Assignment:
Lines below starting with the line with "cairo_arc(cr, x + w - r, y + h" and going on through the line with "static void soft_shadow(double" must be output exactly; the rest of the records must be left out.

Study material: Begin

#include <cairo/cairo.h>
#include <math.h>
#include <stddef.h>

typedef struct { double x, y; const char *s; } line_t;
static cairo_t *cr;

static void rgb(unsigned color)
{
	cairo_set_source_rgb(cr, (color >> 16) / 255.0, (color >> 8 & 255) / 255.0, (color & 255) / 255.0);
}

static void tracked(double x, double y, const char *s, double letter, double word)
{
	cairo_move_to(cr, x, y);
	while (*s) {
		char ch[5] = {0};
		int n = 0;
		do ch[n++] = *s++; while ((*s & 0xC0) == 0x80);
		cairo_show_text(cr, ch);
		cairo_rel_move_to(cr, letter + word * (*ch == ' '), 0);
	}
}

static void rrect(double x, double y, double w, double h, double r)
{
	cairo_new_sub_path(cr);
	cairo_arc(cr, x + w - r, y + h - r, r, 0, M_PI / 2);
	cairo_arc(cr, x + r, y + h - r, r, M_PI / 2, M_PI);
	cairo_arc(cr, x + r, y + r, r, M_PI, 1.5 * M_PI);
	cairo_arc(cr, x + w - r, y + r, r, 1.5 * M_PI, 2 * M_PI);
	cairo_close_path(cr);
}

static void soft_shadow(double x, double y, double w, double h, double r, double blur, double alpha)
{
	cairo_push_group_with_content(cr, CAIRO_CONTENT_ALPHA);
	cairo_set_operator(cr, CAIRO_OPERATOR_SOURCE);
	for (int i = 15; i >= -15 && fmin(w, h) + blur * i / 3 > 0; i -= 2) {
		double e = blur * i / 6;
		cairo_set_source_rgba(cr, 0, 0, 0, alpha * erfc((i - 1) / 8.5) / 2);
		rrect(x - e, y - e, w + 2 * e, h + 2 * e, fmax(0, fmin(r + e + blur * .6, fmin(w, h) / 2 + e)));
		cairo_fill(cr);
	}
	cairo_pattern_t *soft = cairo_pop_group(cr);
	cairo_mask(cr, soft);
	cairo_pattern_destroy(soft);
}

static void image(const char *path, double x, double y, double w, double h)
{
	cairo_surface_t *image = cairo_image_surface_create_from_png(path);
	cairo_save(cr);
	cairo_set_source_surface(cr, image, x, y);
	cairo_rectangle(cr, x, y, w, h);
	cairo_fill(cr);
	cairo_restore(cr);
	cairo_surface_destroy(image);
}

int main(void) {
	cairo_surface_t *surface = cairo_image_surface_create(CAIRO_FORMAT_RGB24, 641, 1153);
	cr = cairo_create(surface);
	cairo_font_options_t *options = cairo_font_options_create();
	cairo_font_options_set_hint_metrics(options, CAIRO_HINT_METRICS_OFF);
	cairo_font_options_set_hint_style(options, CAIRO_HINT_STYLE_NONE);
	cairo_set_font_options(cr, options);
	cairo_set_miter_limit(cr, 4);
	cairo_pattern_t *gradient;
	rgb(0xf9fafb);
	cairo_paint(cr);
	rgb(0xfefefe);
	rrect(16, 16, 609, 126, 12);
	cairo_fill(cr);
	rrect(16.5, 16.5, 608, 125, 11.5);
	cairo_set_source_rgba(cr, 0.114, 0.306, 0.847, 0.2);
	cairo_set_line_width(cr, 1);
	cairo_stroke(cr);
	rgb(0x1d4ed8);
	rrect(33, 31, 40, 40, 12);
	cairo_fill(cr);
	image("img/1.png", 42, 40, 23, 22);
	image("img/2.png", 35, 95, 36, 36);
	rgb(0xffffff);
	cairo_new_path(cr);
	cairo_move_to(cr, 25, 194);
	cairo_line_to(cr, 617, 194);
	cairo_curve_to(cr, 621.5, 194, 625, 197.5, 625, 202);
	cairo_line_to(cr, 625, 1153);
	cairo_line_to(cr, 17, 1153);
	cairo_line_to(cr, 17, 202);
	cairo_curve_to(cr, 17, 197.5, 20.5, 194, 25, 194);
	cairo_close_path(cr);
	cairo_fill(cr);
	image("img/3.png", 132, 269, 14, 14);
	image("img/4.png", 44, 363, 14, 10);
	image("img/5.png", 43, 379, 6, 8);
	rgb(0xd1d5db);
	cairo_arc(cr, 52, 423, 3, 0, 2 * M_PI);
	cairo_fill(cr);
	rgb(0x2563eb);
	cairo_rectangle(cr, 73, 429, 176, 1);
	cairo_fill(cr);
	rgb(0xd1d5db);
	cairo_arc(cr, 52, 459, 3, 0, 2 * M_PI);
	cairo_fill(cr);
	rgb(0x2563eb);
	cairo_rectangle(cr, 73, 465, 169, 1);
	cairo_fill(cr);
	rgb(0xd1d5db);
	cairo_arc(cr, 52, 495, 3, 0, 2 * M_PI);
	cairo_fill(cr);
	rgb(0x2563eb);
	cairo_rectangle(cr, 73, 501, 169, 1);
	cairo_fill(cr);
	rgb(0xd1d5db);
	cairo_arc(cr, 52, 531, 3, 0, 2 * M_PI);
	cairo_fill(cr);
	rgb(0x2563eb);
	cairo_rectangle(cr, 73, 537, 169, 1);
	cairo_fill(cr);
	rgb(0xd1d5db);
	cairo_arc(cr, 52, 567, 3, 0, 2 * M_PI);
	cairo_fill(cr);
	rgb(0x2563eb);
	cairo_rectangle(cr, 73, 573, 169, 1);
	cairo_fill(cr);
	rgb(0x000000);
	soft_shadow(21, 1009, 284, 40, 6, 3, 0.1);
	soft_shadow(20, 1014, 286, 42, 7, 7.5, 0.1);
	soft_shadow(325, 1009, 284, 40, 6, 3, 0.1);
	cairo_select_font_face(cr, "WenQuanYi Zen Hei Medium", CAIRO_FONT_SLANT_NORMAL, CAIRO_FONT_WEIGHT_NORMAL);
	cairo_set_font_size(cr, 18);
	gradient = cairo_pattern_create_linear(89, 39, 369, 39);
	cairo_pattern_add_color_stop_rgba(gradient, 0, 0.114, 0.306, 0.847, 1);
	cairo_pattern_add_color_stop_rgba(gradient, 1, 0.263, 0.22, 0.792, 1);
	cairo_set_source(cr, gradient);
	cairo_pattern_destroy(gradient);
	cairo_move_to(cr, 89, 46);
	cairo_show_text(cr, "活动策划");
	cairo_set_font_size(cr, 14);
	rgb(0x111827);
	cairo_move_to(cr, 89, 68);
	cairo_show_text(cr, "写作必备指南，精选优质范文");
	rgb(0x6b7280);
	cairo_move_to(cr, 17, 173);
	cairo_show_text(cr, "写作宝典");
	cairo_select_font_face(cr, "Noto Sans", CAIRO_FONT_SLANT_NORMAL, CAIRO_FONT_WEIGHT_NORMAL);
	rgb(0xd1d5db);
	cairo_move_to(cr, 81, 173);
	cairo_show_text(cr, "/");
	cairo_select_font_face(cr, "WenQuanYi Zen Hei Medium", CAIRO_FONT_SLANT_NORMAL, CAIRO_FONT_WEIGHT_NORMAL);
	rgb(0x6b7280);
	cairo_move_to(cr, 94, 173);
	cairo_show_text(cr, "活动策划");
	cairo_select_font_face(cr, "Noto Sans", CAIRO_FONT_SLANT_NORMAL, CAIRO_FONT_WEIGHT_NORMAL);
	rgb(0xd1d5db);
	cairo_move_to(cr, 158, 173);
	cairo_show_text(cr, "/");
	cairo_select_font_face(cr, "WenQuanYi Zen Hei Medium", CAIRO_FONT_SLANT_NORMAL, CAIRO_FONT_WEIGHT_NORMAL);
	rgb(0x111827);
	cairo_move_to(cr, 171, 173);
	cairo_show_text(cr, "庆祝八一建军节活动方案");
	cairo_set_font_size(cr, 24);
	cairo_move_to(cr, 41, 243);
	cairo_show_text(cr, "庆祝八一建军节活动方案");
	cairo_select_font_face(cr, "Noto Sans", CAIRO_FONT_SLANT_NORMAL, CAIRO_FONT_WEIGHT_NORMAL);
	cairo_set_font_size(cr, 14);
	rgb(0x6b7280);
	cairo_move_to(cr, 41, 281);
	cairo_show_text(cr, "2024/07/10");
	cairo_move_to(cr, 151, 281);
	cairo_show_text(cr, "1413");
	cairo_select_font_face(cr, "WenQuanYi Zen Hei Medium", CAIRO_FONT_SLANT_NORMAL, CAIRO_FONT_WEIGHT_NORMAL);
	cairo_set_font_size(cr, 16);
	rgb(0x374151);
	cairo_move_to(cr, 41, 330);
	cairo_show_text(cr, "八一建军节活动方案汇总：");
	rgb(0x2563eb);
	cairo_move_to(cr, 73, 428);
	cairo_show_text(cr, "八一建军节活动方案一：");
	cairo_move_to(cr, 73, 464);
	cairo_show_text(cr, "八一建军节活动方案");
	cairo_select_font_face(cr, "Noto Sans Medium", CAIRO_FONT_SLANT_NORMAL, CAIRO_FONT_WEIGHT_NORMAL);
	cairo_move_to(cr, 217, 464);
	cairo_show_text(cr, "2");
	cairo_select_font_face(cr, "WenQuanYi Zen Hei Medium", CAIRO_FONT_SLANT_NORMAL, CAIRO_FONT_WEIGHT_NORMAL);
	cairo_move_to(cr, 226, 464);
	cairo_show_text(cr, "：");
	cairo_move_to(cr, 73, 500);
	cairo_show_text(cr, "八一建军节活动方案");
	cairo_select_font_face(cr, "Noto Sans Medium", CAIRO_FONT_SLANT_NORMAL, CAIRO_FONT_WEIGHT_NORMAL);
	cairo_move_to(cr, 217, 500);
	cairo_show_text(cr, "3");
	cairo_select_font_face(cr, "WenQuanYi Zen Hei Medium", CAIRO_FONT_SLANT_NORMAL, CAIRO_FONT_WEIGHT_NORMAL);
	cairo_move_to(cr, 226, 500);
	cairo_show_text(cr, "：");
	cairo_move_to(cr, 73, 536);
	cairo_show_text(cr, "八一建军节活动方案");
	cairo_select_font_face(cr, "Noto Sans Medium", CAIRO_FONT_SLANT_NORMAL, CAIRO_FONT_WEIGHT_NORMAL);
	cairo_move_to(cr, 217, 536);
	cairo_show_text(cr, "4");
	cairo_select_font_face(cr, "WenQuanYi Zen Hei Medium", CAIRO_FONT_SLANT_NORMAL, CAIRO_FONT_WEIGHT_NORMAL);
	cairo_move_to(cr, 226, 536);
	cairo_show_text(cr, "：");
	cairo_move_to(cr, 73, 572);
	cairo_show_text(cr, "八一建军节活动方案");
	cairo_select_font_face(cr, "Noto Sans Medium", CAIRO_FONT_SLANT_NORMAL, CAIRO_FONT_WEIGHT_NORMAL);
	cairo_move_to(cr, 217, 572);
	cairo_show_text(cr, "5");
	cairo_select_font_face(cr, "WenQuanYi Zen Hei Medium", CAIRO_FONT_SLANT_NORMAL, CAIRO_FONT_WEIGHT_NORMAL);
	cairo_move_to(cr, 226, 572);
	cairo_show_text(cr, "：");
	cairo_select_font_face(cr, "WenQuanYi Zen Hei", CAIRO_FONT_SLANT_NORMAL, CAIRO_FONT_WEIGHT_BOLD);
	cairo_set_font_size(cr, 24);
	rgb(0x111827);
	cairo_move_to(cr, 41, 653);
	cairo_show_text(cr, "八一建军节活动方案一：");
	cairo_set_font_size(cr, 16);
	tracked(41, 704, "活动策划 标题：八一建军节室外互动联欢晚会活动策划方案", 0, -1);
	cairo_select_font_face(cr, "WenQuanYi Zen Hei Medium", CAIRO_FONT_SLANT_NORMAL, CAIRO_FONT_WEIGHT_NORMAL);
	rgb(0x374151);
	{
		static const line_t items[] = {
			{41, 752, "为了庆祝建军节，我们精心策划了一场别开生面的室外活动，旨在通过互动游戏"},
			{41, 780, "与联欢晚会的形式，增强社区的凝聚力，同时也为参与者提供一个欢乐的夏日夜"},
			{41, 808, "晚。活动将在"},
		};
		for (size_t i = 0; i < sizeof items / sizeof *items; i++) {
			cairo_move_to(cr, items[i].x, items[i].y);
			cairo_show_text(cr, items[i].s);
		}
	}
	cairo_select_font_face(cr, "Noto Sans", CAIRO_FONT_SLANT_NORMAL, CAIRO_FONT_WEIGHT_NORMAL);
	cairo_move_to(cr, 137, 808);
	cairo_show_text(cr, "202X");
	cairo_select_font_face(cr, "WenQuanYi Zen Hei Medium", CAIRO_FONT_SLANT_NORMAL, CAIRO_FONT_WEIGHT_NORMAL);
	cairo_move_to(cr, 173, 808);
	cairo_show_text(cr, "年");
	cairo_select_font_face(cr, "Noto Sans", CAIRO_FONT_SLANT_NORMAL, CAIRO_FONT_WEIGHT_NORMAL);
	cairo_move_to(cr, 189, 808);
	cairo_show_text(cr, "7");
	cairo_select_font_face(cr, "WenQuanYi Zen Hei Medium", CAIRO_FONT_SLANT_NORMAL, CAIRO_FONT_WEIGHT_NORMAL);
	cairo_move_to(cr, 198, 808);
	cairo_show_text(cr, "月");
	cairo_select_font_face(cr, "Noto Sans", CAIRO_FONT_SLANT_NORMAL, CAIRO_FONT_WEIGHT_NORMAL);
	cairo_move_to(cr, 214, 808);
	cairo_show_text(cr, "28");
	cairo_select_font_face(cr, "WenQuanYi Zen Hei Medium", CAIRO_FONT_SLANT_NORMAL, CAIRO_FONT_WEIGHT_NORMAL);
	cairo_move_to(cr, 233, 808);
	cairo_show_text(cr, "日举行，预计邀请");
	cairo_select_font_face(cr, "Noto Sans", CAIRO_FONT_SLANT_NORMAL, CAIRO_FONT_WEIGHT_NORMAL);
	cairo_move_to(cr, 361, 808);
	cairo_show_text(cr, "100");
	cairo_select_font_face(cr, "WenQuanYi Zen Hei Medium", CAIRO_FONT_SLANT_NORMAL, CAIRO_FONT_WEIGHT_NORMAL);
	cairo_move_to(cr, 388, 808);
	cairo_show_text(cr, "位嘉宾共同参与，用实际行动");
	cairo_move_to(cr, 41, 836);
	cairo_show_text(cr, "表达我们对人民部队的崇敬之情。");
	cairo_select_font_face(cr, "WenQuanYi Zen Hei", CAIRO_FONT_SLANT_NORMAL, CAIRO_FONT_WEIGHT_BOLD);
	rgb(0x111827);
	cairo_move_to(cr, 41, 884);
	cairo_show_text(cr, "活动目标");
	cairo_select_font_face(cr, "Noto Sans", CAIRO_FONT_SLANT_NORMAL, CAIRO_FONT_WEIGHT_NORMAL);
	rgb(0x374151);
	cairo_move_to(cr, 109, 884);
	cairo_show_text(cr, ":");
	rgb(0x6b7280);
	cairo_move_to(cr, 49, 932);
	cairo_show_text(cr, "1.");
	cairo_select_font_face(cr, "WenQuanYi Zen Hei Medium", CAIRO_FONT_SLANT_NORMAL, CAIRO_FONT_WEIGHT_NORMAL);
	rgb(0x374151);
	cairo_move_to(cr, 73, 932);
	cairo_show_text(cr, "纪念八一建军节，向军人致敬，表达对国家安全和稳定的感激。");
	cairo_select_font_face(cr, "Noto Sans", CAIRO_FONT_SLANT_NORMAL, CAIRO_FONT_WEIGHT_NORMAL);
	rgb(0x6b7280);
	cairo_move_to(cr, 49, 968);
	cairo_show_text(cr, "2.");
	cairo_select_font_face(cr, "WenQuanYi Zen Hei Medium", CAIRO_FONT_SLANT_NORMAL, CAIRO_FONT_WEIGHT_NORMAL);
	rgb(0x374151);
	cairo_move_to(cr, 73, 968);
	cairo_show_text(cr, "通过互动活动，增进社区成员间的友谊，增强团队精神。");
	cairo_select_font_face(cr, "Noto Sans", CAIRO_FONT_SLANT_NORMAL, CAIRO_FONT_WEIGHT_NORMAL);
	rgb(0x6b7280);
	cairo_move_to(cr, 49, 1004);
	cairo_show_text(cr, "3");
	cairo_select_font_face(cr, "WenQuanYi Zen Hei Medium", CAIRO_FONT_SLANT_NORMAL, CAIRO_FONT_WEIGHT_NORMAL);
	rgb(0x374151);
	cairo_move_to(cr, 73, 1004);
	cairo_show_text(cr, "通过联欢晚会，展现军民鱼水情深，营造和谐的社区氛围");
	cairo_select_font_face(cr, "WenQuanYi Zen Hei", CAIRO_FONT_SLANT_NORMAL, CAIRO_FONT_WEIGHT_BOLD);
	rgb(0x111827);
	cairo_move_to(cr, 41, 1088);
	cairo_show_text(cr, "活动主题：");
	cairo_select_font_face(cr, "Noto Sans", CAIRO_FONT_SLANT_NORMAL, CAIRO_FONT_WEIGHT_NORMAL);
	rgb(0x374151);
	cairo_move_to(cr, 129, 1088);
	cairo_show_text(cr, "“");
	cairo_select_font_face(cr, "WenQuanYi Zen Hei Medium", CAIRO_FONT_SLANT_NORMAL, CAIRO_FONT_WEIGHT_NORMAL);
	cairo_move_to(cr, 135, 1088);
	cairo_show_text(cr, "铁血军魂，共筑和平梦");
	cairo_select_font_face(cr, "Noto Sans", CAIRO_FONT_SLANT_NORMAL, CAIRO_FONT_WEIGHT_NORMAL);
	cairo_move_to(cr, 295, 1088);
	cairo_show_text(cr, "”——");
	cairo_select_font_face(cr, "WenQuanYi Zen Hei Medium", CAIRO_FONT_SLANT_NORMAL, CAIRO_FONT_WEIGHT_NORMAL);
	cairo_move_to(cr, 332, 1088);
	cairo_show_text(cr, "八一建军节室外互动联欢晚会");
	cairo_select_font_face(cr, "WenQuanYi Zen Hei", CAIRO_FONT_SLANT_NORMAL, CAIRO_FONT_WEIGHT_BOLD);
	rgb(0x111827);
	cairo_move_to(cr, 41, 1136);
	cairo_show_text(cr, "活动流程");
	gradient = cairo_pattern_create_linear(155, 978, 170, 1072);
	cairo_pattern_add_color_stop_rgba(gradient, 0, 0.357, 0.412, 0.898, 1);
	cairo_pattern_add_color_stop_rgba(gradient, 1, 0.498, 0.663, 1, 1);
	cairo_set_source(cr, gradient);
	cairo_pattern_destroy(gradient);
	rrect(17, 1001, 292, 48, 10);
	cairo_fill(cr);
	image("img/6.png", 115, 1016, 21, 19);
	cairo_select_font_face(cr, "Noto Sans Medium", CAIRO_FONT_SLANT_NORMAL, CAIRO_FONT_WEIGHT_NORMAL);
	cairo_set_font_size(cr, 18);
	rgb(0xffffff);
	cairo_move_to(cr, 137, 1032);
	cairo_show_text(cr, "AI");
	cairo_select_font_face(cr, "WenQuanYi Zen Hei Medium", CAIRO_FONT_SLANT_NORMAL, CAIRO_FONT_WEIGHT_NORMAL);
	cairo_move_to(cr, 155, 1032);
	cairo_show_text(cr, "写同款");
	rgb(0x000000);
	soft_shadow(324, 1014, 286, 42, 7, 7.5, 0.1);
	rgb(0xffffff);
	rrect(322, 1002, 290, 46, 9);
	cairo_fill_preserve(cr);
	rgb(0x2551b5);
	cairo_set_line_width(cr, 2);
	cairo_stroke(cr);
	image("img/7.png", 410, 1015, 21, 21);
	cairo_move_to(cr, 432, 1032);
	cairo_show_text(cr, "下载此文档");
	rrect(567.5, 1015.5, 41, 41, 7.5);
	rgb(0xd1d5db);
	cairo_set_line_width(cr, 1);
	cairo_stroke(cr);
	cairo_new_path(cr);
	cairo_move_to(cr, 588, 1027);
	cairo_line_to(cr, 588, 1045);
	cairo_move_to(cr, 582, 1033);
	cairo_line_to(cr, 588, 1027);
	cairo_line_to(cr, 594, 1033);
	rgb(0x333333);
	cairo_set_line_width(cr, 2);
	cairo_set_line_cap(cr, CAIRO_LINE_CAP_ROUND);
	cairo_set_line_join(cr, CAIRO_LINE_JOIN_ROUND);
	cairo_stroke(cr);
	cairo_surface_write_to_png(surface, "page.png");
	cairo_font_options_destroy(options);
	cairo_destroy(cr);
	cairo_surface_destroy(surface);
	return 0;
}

Study material: End

Answer section:
	cairo_arc(cr, x + w - r, y + h - r, r, 0, M_PI / 2);
	cairo_arc(cr, x + r, y + h - r, r, M_PI / 2, M_PI);
	cairo_arc(cr, x + r, y + r, r, M_PI, 1.5 * M_PI);
	cairo_arc(cr, x + w - r, y + r, r, 1.5 * M_PI, 2 * M_PI);
	cairo_close_path(cr);
}

static void soft_shadow(double x, double y, double w, double h, double r, double blur, double alpha)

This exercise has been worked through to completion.